Pacific—Nationality.

Sea—Verging into the world-vision.

Here on this shore—as prophets are, of course, doing elsewhere—we are putting our feet on the rock and looking out over the waters and into the skys. With San Diego, which is even nearer to the canal, our whole coast is peculiarly susceptible to world thought at this time. And the people who come here may forever after have an outward and upward look in their lives.

Much has been written concerning the flowers, hills and climate of California, but at this time, when the world is looking toward our coast, would that more writers would reveal the thoughts that have been inspired in their minds by the sight of our great Western sea.

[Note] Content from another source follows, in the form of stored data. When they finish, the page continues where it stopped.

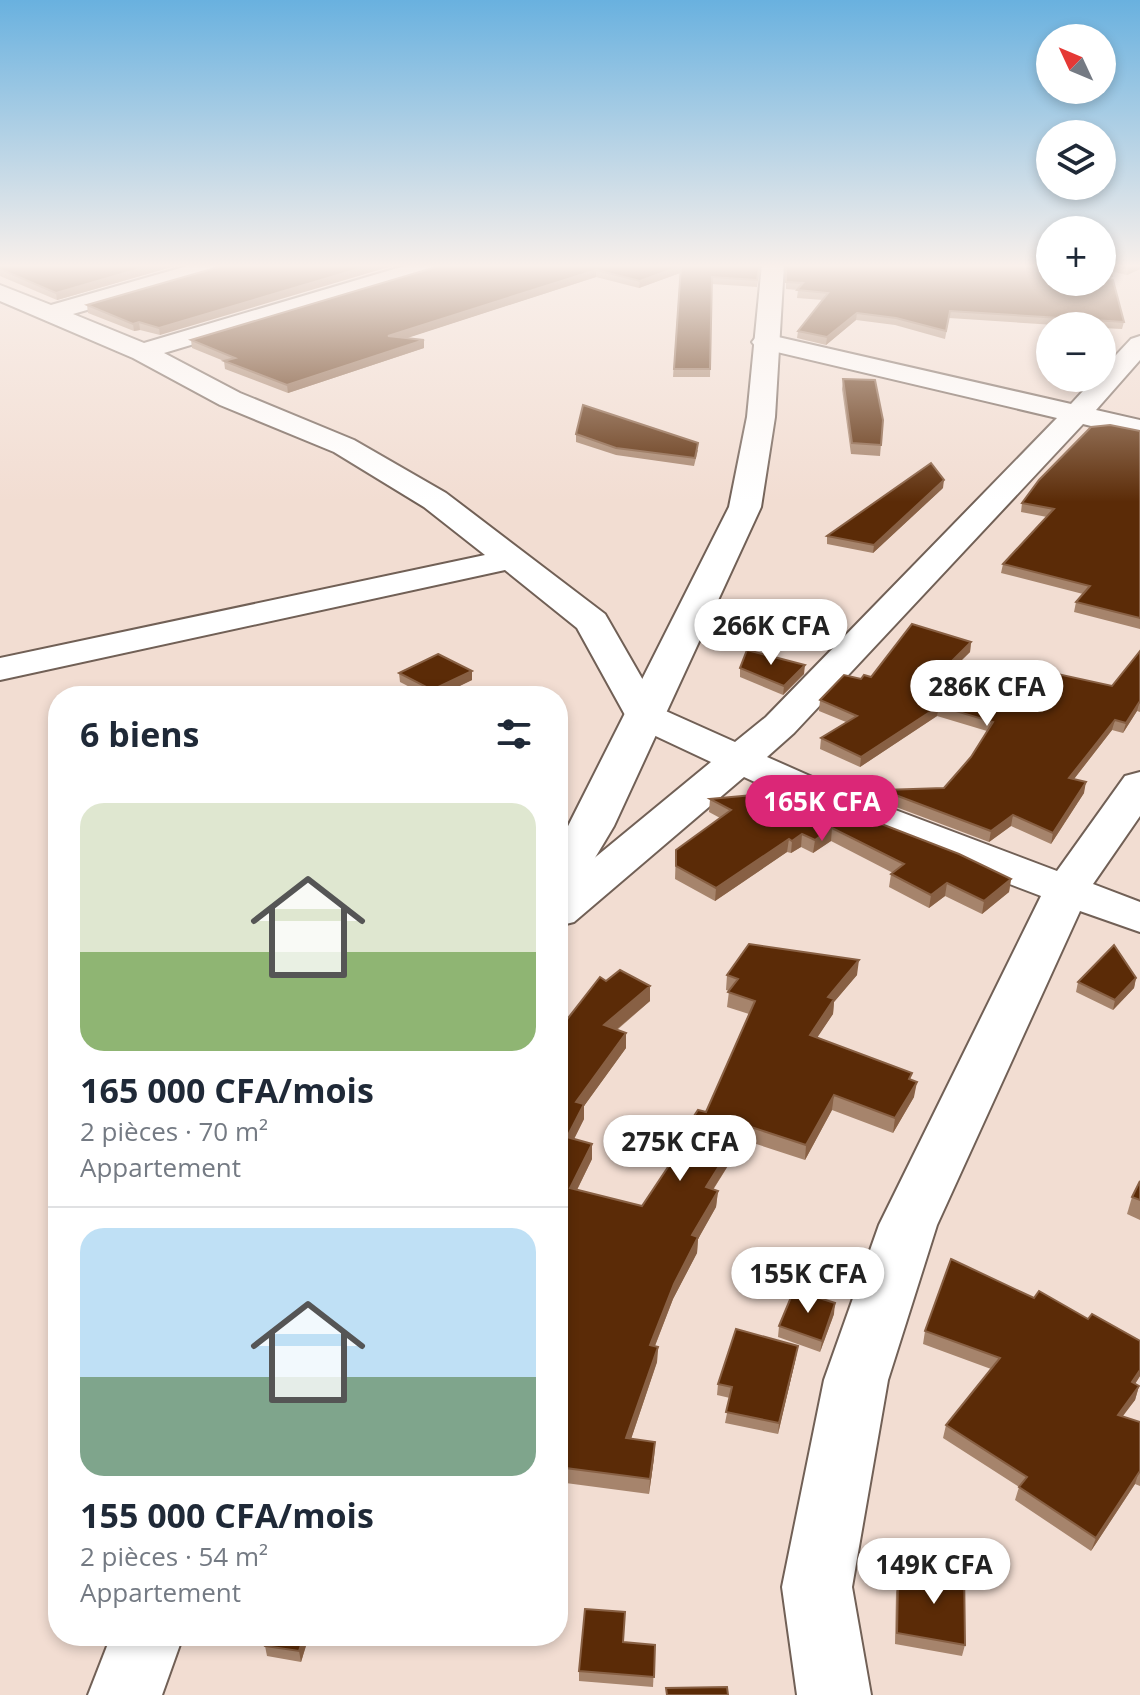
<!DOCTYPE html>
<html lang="fr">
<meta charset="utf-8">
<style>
:root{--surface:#fff;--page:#f6f6f7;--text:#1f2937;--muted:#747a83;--line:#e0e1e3;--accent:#db2777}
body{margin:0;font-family:"Open Sans",sans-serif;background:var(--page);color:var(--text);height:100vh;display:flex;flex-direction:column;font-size:30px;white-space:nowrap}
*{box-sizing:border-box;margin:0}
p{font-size:26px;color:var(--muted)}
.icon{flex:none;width:44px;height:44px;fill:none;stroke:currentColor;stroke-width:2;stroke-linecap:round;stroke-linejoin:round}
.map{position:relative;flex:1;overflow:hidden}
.details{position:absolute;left:48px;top:686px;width:520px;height:960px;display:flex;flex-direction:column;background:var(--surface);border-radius:32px;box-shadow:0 4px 12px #0003}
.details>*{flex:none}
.needle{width:52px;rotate:314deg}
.fabs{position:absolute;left:1036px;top:24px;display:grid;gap:16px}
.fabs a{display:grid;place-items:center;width:80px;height:80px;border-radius:50%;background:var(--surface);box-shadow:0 4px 12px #0003;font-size:40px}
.price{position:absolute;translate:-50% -68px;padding:0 18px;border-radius:28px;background:#fff;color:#222;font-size:26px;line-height:52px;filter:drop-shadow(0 2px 4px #0008)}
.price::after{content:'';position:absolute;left:50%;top:48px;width:24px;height:18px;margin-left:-12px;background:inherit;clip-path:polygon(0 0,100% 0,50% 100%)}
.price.on{background:var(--accent);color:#fff}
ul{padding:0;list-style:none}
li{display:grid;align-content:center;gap:16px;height:424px;padding:0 32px}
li+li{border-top:2px solid var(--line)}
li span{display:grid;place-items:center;height:248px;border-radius:24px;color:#555}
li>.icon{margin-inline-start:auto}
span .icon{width:144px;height:144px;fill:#fffc;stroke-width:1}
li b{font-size:34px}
h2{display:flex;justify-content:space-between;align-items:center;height:96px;padding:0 32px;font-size:34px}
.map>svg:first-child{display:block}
</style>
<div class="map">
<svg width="1140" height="1695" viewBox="0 0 1140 1695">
<rect width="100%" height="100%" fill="#f2ddd2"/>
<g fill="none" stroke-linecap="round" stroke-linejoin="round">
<g stroke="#716056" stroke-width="4">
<polygon id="minor" points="194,264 232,264 229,269 73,314 144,343 411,264 448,264 445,269 164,353 240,393 354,440 446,493 605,614 659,708 735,742 766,717 1057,418 756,347 752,342 756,337 765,334 1071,404 1095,378 1102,378 1102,370 1131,339 1140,336 1140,360 1096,410 1140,420 1140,438 1083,424 794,733 767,757 837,788 1057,871 1125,776 1140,772 1140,816 1093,884 1140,902 1140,932 1080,911 937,1225 888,1380 852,1587 871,1695 797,1695 782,1587 824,1380 879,1225 1041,896 807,806 744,777 574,922 558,926 558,888 711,762 630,724 577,628 505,570 0,680 0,658 485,555 424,507 334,452 220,405 133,358 0,301 0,285 51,305"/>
</g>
<g stroke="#716056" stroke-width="4">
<g id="major">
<polygon points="762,264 784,264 775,417 761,507 614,826 574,893 558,897 558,846 729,507 747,417"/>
<polygon points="111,1636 183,1636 162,1695 88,1695"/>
</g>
</g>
<use href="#minor" fill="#fff" fill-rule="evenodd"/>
<use href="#major" fill="#fff" fill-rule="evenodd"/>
</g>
<g fill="#a6846c">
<polygon points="0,264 182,264 57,300 0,276"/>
<polygon points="229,264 160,335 140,330 134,331 88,313 87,305"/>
<polygon points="446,264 761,264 757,287 712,284 710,377 673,377 680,273 639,288 596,277 406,338 424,340 424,348 288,393 225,369 224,361 192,348 191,340"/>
<polygon points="786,264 1140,264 1140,269 1127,275 1110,271 1111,280 1124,322 1122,329 1102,328 1102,326 1070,326 949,318 945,339 895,325 856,320 826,345 797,338 798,331 823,300 797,298 798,290 786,289"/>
<polygon points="843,379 883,420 880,456 851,454 842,389"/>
<polygon points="1140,431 1140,629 1074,612 1076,602 1083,594 1001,573 1003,564 1047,517 1021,512 1022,503"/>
<polygon points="576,434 698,450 694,466 616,455 576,442"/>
<polygon points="943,488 873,553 827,544 827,536"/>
<polygon points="971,642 970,652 951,671 1020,688 1112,686 1140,651 1140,712 1137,711 1123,733 1112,730 1074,779 1084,793 1051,844 1011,826 989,842 880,801 882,790 944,788 971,757 987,731 937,716 860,767 820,749 821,738 846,722 819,711 820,700 861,679 871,677"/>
<polygon points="740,668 804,674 783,695 740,677"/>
<polygon points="472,671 472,680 439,696 427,696 400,682 399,673"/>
<polygon points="796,791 1011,879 1009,892 982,914 945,896 929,908 889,887 891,874 893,873 831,841 813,853 801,847 791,853 787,852 715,901 675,879 676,850 720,818 709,812 710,799"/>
<polygon points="727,975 857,975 834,1002 833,1014 817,1037 911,1079 914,1097 893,1133 832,1110 805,1160 744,1140 713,1190 718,1191 716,1207 698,1239 697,1253 673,1299 655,1346 658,1347 657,1362 631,1439 655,1442 654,1458 649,1494 558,1482 558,1031 606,981 650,986 650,1001 617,1030 626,1033 626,1048 584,1106 584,1119 574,1139 592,1159 577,1190 642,1206 673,1159 674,1146 706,1112 749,1014 727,1007 729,991 726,990"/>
<polygon points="1136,978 1134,988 1113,1010 1076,992 1078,982"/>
<polygon points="1140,1181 1140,1220 1127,1214 1132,1197"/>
<polygon points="1034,1298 1140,1341 1140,1376 1135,1384 1139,1386 1135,1400 1122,1416 1140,1422 1140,1486 1135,1484 1091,1551 1015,1500 1019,1487 943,1438 946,1425 991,1369 923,1344 925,1331"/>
<polygon points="834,1314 820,1352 778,1337 779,1326"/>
<polygon points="796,1357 778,1434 725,1423 730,1398 717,1395 718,1384"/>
<polygon points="933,1563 965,1645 962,1656 895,1644 896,1592 898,1581 931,1586 931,1574"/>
<polygon points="268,1636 309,1636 301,1662 267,1656 265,1646"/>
<polygon points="623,1642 655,1645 653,1687 579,1681 579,1671"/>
</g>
<g fill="#886044">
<polygon points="156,264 182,264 57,300 56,293"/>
<polygon points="375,264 399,264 160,335 159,328"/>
<polygon points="1136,264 1140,264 1140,269 1127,275 1128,268"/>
<polygon points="681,266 680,273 639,288 640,281"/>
<polygon points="596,270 596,277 389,344 388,336"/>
<polygon points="857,313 856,320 826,345 827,337"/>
<polygon points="139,322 140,330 134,331 133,324"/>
<polygon points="424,340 424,348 288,393 287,385"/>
<polygon points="944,480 943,488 873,553 874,545"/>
<polygon points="971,642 970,652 942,679 944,669"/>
<polygon points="805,665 804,674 783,695 784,686"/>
<polygon points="472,671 472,680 439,696 432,696 432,690"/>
<polygon points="1140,701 1137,711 1123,733 1126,723"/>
<polygon points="939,706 937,716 860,767 861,757"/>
<polygon points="1115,720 1112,730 1067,788 1069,778"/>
<polygon points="1086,782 1084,793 1051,844 1053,833"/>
<polygon points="1013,815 1011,826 989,842 991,831"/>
<polygon points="832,828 831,841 813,853 815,840"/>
<polygon points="802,834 801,847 791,853 792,841"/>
<polygon points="789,839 787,852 715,901 716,888"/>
<polygon points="1011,879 1009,892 982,914 984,901"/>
<polygon points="947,883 945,896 929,908 931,895"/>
<polygon points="859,960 857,975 834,1002 833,1014 809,1050 810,1035 828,997"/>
<polygon points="1136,978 1134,988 1113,1010 1115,1000"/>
<polygon points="650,986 650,1001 604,1040 604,1025"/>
<polygon points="626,1033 626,1048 584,1106 584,1119 567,1153 567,1137 576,1102"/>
<polygon points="917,1082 914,1097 893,1133 895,1118"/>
<polygon points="834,1095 832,1110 805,1160 806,1145"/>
<polygon points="745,1125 744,1140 705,1202 706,1187"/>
<polygon points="592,1144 592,1159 570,1204 570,1188"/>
<polygon points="718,1191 716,1207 698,1239 697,1253 673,1299 649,1361 650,1345 692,1235"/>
<polygon points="835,1303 834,1314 820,1352 822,1341"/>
<polygon points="798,1346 796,1357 778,1434 779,1423"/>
<polygon points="658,1347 657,1362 626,1454 626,1438"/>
<polygon points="1140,1370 1140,1376 1128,1395 1132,1382"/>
<polygon points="1139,1386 1135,1400 1114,1428 1118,1415"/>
<polygon points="655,1442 654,1458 649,1494 650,1479"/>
<polygon points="1139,1471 1135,1484 1091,1551 1096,1538"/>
<polygon points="304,1636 309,1636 301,1662 299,1651"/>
</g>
<g fill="#5b2b07" stroke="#886044" stroke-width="2">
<polygon points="0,264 156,264 56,293 0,269"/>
<polygon points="229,264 375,264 159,328 139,322 133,324 87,305"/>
<polygon points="760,264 757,280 712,277 710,369 674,369 681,266 640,281 596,270 388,336 424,340 287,385 224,361 235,358 191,340 446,264"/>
<polygon points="786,264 1050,264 1050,282 1102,282 1102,264 1109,264 1112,276 1106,278 1113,280 1124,322 950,311 946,331 896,318 857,313 827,337 798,331 828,293 797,290 803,283 786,282"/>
<polygon points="1113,264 1136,264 1128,268"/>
<polygon points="843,379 875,380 883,420 881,445 852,443"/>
<polygon points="583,405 698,443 695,458 616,448 576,434"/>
<polygon points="1110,425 1140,431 1140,618 1076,602 1090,586 1003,564 1054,509 1022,503 1039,480 1091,427"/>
<polygon points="931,463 944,480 874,545 827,536"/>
<polygon points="912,624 971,642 944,669 1020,688 1035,669 1112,686 1140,651 1140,701 1126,723 1115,720 1069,778 1086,782 1053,833 1013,815 991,831 882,790 944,788 971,757 993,722 939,706 861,757 821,738 857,716 820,700 844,675 861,679 864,675 871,677"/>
<polygon points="747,650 805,665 784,686 740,668"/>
<polygon points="438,654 472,671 432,690 399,673"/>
<polygon points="796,791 959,854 1011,879 984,901 947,883 931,895 891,874 904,864 832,828 815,840 802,834 792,841 789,839 716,888 676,866 676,850 731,810 710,799"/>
<polygon points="749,944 859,960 828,997 834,999 810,1035 912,1073 909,1079 917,1082 895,1118 834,1095 806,1145 745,1125 706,1187 718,1191 692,1235 698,1237 674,1284 650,1345 658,1347 626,1438 655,1442 650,1479 558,1467 558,1031 600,977 606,981 620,970 650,986 604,1025 626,1033 576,1102 584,1104 567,1137 592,1144 570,1188 642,1206 680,1149 674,1146 698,1110 706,1112 755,1001 728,992 738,979 727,975"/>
<polygon points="1114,945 1136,978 1115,1000 1078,982"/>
<polygon points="1140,1181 1140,1200 1132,1197"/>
<polygon points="951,1259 1034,1298 1039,1291 1088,1319 1092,1314 1140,1341 1140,1370 1132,1382 1139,1386 1118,1415 1140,1422 1140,1471 1096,1538 1019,1487 1027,1477 946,1425 1000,1358 925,1331"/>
<polygon points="794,1290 835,1303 822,1341 779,1326"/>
<polygon points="736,1329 798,1346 779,1423 726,1412 732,1387 718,1384"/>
<polygon points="933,1563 964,1567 965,1645 897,1633 898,1581 933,1586"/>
<polygon points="585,1609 625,1612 623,1642 655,1645 654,1677 579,1671"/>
<polygon points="268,1636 304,1636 299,1651 265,1646"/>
<polygon points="727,1687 728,1695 667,1695 666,1688"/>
</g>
<linearGradient id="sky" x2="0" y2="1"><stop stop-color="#69b1df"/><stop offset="0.53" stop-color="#f9f0eb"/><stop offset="1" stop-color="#f9f0eb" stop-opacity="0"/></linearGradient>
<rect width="1140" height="502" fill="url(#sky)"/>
</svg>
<div class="fabs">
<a><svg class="needle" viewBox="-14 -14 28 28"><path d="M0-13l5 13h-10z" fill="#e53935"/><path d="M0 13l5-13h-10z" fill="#747a83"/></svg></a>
<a><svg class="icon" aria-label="layers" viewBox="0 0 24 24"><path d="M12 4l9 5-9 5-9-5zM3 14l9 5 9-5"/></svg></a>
<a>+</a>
<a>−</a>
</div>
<b class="price" style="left:771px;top:667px">266K CFA</b>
<b class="price" style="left:987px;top:728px">286K CFA</b>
<b class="price on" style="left:822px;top:843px">165K CFA</b>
<b class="price" style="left:680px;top:1183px">275K CFA</b>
<b class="price" style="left:808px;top:1315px">155K CFA</b>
<b class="price" style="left:934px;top:1606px">149K CFA</b>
<section class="details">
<h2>6 biens<svg class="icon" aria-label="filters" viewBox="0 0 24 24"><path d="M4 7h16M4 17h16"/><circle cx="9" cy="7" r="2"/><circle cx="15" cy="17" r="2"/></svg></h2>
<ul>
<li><span style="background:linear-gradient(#dfe7d0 60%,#8fb573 0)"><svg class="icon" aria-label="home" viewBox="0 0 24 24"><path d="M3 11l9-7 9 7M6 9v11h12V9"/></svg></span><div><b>165 000 CFA/mois</b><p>2 pièces · 70 m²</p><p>Appartement</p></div></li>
<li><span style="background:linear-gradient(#bfe0f5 60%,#7fa58c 0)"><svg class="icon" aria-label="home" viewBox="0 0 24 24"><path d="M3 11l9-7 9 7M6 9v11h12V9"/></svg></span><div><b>155 000 CFA/mois</b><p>2 pièces · 54 m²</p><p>Appartement</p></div></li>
</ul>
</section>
</div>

The prose-poem itself is a denial of the thought that the Pacific is a monotonous calm—an appreciation both of its storms and serenity written after several visits to the beach in which both moods were displayed. The first three verses, the prelude, describe the impression made by the movement of the boisterous sea landward, upon the observor when first arriving at the shore.

OUR PACIFIC SEA

The raging of our sea!
The defiant roar of its attack on rock, cliff and shore,
Spreads the contagion of a mighty courage,
Springing from the resolute deep.

*   *   *   *   *

The voices from our sea!
Like an unending processional stealing on the soul from the double blue afar,
The eternal bass of nature's choir,
A power-inspiring undertone from profundity.

*   *   *   *   *

The laboring and heaving of her waves
Like the toiling of all humanity at its task,
Braces the will with the story
Of our faithful ocean's endless day.

*   *   *   *   *

O, great Pacific! Often calm as a sea of glass,
Who durs't say that thou cans't not live
And bestir thyself with boisterous life;
That thou cans't not with growing fury hugely to thy defense arise,
When rebuffed by wind, by rock and cliff.
Thy deep is not an incessant, idle sleep!
Thou cans't heave and leap and live with ponderous life,
Until thy waves, up from the bottom turning, are all afoam with terrible rage,
Their salty crests mounting on tangled spray
And raining back to sea a million opals.